Ама с удивлением посмотрела на меня и продолжала дальше.
— Больше всего меня поразила его доброта. Мир погряз в трясине отчаяния, и доброта была такой же редкостью, как ясное голубое небо. Мы наткнулись на подвал, оставшийся от прежних дней. Тогда ещё встречались кладовые с не испорченной и не разграбленной едой, но соваться в такие места было рискованно. Главарь тех, кто её охранял, нас заметил и замахал «идите прочь», но ваш папа стал упрашивать ради нас и смягчил его. С нами поделились тем немногим, что у них было. Тогда я последний раз ела оливку, но этот вкусный пустячок положил начало кое-чему куда более… приятному.
Пата закатила глаза, а другие миадрес засмеялись. «Куда более». Скрытые смыслы в историях Амы больше от меня не ускользали.
* * *
— Куда ты так спешишь? — спросила Ама. — Полевые жуки устроят тебе выволочку, если опоздаешь? — В её голосе звучало подозрение. А ещё она наблюдала за мной, пока я торопливо управлялась со своими утренними обязанностями.
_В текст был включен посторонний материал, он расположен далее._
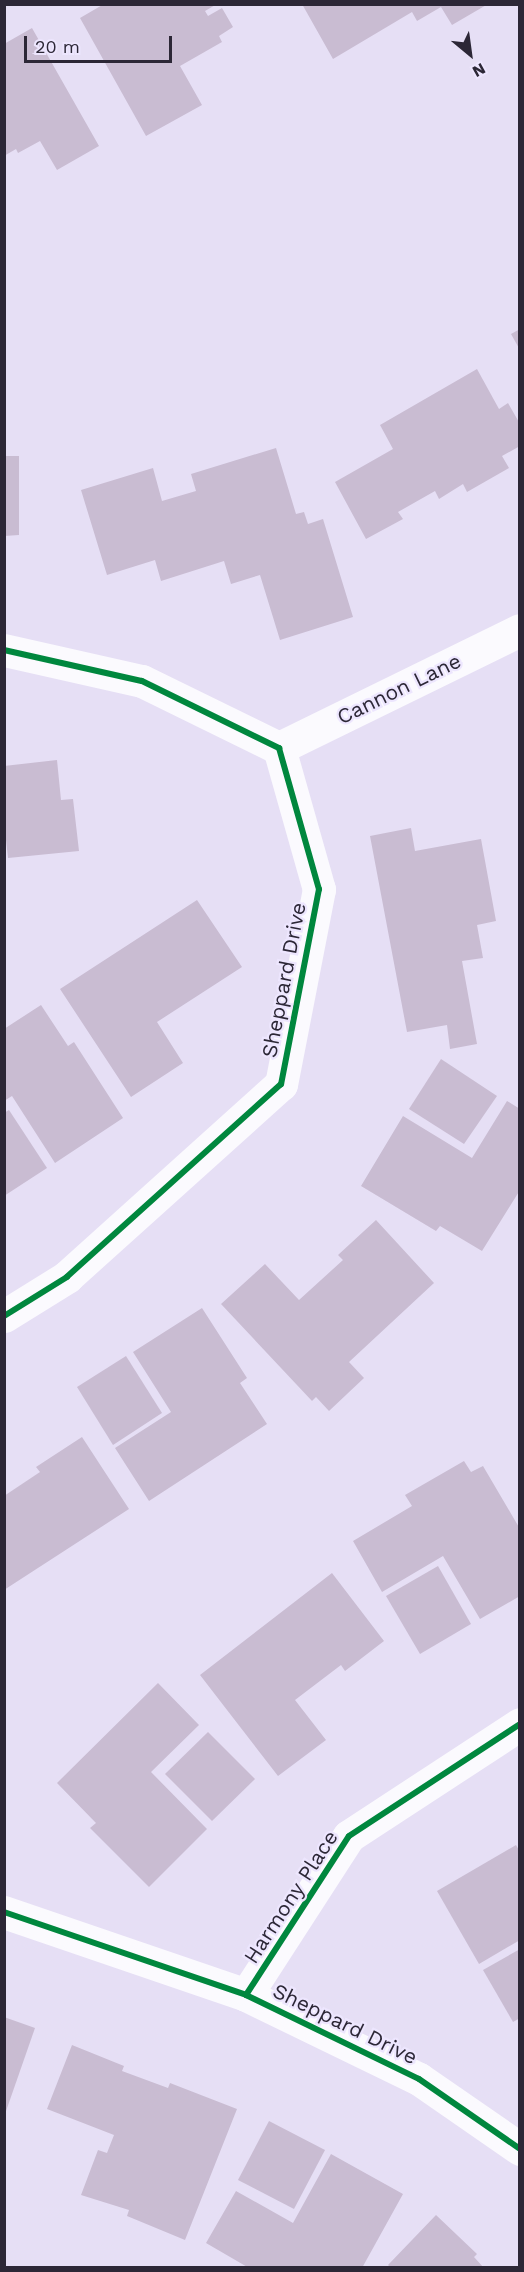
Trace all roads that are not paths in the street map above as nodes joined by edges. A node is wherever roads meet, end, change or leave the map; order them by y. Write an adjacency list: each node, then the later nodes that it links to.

Сбавив шаг, я устыдилась того, что утаиваю от Амы здание с книгами… и Джафира. Но недостаточно, чтобы выложить правду. Одно я уже поняла: Ама не может читать мои мысли, как я когда-то верила. И всё же она их знала. Дышала ими. Жила ими. То же самое относилось к мыслям всего племени. Такой груз тяжело нести, и часть её ноши однажды должна была перейти мне.
— Ама, тебе что-то нужно?
— Нет, дитя. — Она погладила меня по щеке. — Иди. Собирай. Я понимаю: порой человеку нужно уединение. Просто не позволяй мирной жизни убаюкать твою бдительность. Опасность всегда рядом.
— А я всегда настороже. Ама, я всегда помню об опасности.